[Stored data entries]

_ _ _ _ _ _ _

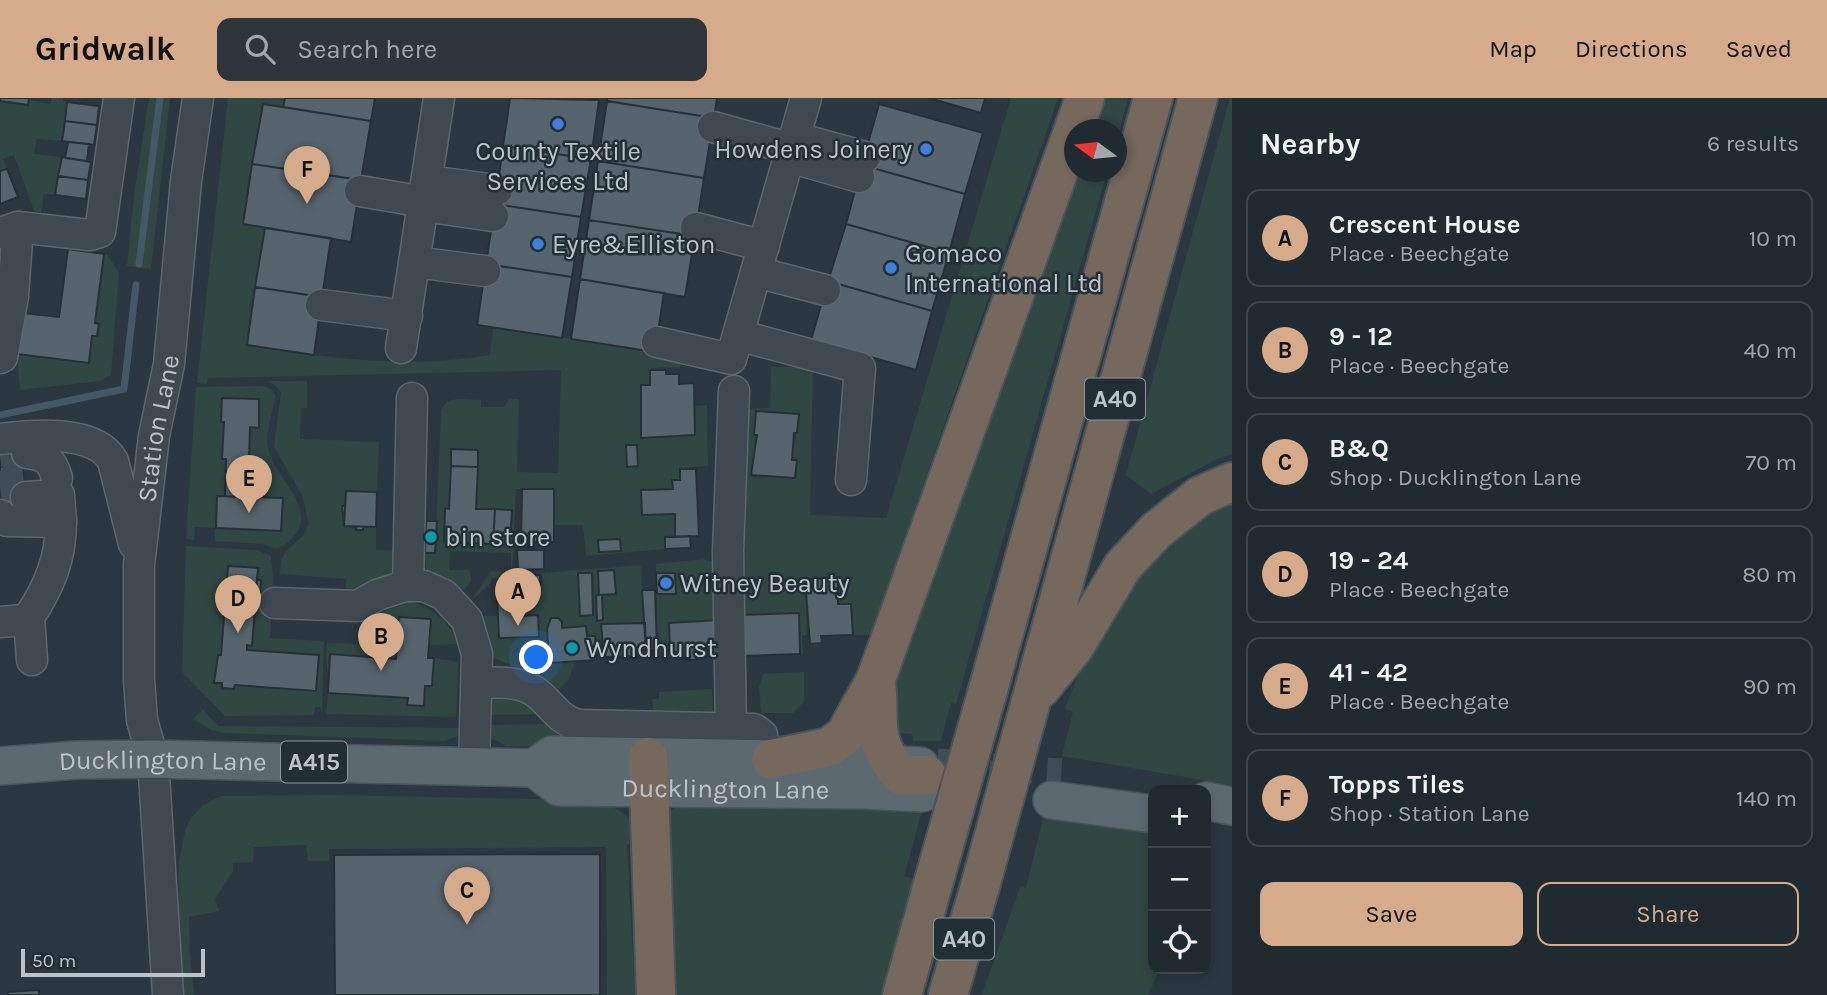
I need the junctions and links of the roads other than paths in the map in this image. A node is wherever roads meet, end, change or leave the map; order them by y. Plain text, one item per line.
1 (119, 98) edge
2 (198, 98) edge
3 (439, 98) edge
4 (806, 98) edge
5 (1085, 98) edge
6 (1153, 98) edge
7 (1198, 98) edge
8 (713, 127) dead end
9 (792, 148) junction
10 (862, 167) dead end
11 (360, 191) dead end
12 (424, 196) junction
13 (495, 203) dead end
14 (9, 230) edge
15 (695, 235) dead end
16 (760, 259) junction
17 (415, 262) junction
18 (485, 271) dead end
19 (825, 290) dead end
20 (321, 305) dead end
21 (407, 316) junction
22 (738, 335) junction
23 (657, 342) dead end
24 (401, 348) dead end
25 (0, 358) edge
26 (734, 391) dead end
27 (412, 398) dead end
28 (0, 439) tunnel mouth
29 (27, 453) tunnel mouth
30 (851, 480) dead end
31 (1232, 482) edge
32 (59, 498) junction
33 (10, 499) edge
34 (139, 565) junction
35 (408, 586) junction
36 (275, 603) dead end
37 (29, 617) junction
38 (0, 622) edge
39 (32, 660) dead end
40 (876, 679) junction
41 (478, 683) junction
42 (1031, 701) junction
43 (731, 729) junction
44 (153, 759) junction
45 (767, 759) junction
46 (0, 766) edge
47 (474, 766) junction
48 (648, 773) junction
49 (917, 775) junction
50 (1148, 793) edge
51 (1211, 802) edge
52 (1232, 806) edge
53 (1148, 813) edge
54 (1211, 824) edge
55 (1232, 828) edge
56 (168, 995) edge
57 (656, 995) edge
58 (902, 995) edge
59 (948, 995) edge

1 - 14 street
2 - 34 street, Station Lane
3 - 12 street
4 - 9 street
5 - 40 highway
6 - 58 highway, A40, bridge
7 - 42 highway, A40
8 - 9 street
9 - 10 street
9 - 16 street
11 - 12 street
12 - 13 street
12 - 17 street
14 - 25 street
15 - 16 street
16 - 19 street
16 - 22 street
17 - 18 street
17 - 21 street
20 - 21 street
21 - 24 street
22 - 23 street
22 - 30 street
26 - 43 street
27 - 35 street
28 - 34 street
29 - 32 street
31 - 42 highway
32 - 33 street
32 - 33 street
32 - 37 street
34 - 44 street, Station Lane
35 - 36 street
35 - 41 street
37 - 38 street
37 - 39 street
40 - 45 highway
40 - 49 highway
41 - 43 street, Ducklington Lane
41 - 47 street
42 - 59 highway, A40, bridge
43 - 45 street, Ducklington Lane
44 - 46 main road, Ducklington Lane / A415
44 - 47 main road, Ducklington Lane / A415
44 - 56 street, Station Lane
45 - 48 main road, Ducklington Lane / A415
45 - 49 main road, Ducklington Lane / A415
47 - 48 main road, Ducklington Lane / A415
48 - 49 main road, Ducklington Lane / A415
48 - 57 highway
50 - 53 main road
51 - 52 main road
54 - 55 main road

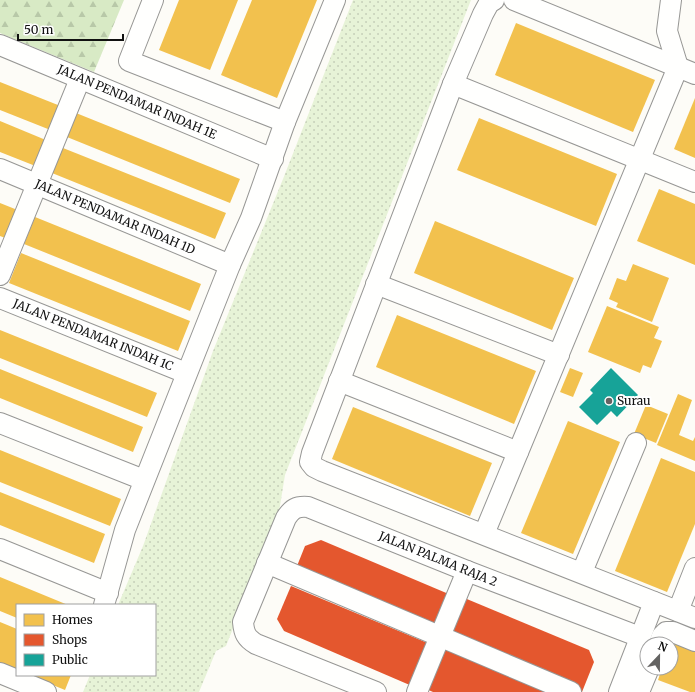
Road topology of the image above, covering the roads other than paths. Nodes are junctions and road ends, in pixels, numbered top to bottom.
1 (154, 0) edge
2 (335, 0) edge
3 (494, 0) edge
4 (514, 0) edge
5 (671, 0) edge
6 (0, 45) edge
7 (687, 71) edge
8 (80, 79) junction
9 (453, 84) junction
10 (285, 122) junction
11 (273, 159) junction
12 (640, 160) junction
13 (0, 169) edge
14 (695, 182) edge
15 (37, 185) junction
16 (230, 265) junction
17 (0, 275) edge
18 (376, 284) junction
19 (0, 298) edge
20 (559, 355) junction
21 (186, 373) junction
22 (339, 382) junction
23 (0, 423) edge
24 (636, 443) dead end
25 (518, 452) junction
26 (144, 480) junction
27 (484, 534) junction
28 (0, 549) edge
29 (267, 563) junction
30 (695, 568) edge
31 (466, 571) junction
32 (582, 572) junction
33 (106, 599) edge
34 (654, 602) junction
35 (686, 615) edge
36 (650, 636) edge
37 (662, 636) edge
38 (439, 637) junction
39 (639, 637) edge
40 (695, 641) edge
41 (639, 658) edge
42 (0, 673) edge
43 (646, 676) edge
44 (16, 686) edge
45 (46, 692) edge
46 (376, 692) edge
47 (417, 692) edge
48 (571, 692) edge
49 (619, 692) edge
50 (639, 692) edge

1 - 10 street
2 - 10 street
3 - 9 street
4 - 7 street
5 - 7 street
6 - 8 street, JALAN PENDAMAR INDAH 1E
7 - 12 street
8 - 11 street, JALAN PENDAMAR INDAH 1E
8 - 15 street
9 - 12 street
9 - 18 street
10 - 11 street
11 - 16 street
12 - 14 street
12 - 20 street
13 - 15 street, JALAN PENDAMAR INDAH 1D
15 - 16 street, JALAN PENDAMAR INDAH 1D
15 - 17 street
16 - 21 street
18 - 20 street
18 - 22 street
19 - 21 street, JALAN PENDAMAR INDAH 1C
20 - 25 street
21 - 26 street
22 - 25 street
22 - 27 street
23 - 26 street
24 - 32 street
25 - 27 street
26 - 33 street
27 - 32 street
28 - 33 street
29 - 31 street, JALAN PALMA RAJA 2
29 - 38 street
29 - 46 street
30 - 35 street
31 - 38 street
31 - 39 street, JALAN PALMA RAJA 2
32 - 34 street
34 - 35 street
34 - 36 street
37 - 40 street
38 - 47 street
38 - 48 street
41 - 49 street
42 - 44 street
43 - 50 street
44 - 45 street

_ _ _ _ _ _ _

● **Exercise aim**: Copy out the lines of the data where the word "highway" can be found.

● **Result of the task**:
5 - 40 highway
6 - 58 highway, A40, bridge
7 - 42 highway, A40
31 - 42 highway
40 - 45 highway
40 - 49 highway
42 - 59 highway, A40, bridge
48 - 57 highway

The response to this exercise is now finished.